Por: Aquilino Villegas*

Fecha de publicación: 13/01/2023

Reproducimos una de las cartas que el prestigioso político y escritor Aquilino Villegas (Manizales, 14 de abril de 1880-Manizales, 1 de marzo de 1940) envió a su esposa Inés Jaramillo durante un viaje a Estados Unidos y Europa en el año 1916, en plena Primera Guerra Mundial.

Las cartas acaban de ser publicadas por Hoyos Editores y sobrevivieron, según cuenta el editor Pedro Felipe Hoyos, porque Joaquín Villegas Jaramillo las copió hace más de 70 años a mano y máquina, tomándolas prestadas de la persona que tenía los originales, que actualmente no se conoce quién es y si esas hojas amarillentas con sus históricos membretes todavía existen. Las cartas las conserva Diana Villegas Salazar, hija de Joaquín Villegas, quien las compartió para este libro. “Aquilino Villegas es un inteligente observador del mundo, que, si bien conocía Europa por libros, pudo por medio de este peligroso viaje, conocer en persona”, afirma Hoyos.

París, abril 16 de 1916

Mi querida Inés: Mi cumpleaños fue para mí más bien un día triste. Este día me fui a Charenton por el río Sena hasta la desembocadura del Marne. Y lo mismo estos dos días de Semana Santa. Ayer jueves fuimos a la Magdalena a ver el monumento y hoy pensamos por la tarde ir a Notre Dame a conocer las reliquias que guardan y solo muestran al público el Viernes Santo de cada año. Pero te quiero hablar de París, no sin antes decirte como me ha apenado no recibir carta tuya con la última remesa que Alejandro Ángel nos mandó de Nueva York. Verdaderamente me hacen mucha falta tus cartas y comienza a tocarme la nostalgia. Estoy cansado de ver cosas. Dentro de dos semanas saldremos para España en donde gastaremos unos 20 días, de modo que cuando recibas ésta, ya estaremos de vuelta a New York y al país. Desde que pisé tierra francesa en Dieppe tuve la más agradable de las impresiones: me sentí en una tierra propia, mía. Ante todo, tuve la agradable sensación de comprender todo lo que las gentes hablan en torno mío, de saber todo lo que se dice, de hablar con holgura una lengua familiar que puedo manejar con todos sus matices, en la cual puedo sostener una conversación con no importa qué personas sobre cualquier tema.
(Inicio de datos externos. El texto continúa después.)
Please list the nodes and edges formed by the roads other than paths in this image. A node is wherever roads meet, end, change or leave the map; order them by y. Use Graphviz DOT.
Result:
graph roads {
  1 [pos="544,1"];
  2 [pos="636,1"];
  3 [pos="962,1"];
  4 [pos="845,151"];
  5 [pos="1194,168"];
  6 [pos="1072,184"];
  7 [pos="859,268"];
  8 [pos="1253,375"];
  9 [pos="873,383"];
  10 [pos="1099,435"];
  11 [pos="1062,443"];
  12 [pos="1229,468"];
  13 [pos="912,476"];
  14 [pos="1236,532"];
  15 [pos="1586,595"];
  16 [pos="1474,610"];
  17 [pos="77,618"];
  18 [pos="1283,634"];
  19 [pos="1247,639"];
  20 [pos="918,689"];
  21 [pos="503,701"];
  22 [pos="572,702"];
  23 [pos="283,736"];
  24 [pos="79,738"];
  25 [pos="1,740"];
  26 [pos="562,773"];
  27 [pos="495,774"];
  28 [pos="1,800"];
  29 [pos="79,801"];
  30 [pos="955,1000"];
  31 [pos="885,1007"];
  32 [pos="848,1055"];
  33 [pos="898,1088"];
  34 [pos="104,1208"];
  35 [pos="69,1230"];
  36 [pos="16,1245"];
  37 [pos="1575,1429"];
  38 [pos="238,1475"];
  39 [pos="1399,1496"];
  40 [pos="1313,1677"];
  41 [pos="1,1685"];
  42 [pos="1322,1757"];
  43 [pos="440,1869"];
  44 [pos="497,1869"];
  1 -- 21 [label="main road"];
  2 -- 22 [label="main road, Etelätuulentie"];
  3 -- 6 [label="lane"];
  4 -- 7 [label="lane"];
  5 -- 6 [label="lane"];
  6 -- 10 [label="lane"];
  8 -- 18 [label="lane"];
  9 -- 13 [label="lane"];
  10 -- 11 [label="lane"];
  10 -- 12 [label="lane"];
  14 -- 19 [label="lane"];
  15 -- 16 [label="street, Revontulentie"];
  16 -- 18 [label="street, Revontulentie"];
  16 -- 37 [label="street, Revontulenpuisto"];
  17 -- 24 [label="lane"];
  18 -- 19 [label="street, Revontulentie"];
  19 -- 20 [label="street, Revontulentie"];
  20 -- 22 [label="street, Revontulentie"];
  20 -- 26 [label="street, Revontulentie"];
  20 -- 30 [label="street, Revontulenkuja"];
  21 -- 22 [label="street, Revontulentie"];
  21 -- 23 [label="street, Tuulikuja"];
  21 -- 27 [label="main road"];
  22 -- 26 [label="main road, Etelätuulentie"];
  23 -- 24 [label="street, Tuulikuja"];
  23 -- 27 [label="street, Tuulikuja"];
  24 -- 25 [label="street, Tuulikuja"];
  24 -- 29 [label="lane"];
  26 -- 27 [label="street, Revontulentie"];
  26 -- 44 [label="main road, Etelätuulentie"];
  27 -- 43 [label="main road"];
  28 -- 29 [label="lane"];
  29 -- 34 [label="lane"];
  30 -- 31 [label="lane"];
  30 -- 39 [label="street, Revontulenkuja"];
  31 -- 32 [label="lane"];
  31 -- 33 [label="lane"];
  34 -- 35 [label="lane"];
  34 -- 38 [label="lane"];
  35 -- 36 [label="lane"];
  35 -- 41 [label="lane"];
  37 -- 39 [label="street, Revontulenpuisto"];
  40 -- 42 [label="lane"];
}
Me siento perfectamente á mon aise, como dicen aquí. Este sentimiento de familiaridad con la lengua, lo he sentido en París. He visto en quince días la mayor parte de los monumentos interesantes y te aseguro que me parecía estar recordando una cosa ya vista en tiempos lejanos. Todo me ha sido familiar, conocido. Nada me admira y todo me gusta. Lo único que he sentido es no poder visitar los museos, que están cerrados casi en su totalidad. En el Louvre, por ejemplo, no pude visitar sino la galería de escultura moderna y una de escultura del Renacimiento.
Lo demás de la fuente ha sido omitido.